- **TASK ITEM**:
Spot each line in the data below containing "Route" and copy it.

- **EXERCISE MATERIALS**:
———

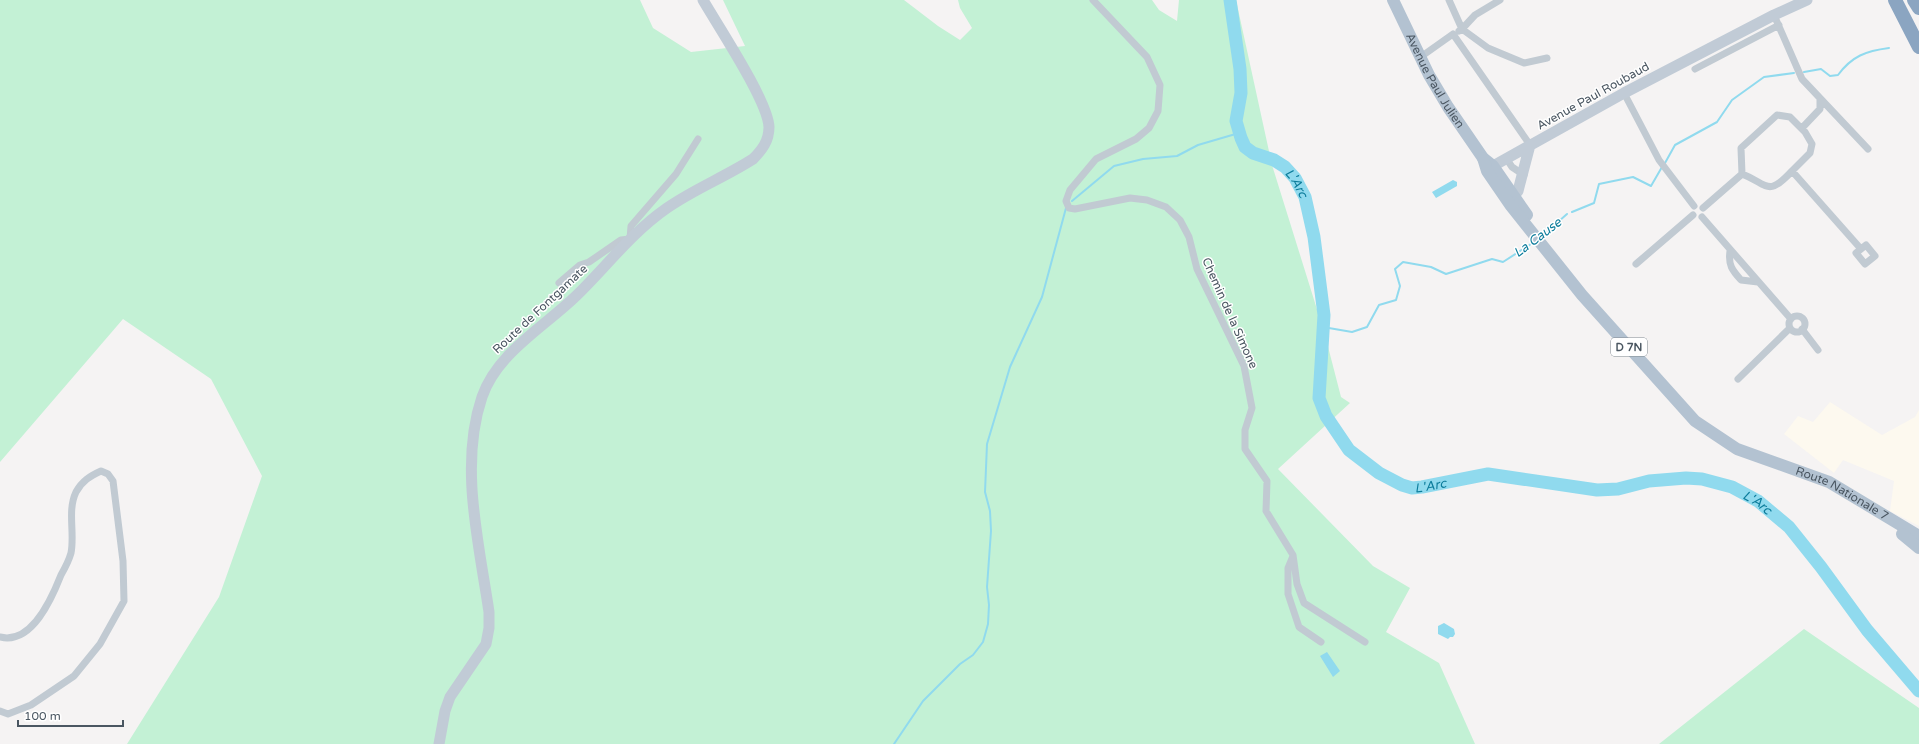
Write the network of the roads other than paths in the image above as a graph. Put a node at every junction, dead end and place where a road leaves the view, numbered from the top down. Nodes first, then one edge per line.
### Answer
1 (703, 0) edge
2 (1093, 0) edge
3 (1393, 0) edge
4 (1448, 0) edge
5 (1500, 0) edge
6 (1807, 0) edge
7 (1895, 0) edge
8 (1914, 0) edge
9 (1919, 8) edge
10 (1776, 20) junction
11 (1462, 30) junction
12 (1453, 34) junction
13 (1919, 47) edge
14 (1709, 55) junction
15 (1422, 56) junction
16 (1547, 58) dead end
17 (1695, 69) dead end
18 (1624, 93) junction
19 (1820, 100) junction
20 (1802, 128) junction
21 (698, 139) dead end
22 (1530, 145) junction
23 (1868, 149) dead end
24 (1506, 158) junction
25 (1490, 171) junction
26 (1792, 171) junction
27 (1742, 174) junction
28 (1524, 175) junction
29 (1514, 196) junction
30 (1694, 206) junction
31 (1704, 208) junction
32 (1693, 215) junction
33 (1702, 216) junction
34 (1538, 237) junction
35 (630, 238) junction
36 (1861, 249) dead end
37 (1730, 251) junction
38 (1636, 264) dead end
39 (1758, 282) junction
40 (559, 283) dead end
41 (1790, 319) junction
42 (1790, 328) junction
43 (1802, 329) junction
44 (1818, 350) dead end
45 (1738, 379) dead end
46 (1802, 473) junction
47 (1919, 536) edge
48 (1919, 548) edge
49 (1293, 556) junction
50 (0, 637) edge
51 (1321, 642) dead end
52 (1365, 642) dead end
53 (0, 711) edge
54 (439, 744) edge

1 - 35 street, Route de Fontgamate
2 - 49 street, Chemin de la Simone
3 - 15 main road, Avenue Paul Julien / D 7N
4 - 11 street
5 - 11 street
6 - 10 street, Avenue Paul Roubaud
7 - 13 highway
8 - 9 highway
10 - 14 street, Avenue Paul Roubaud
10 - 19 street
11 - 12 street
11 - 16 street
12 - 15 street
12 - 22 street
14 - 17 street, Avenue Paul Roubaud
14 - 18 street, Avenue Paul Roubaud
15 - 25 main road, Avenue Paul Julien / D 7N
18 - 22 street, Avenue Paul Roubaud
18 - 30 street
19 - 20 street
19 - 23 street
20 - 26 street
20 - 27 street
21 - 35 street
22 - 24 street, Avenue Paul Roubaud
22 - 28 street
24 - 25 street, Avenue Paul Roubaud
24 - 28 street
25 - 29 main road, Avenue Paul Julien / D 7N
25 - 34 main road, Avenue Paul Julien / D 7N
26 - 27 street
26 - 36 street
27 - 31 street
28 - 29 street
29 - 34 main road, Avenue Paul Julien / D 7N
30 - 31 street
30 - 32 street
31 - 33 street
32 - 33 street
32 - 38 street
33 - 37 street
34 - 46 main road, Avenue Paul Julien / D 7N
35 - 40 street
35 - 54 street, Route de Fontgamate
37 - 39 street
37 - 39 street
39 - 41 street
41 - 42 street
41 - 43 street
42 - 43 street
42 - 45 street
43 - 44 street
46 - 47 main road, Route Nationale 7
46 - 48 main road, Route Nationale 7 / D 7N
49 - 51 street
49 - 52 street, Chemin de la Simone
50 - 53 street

———

- **EXERCISE ANSWER**:
1 - 35 street, Route de Fontgamate
35 - 54 street, Route de Fontgamate
46 - 47 main road, Route Nationale 7
46 - 48 main road, Route Nationale 7 / D 7N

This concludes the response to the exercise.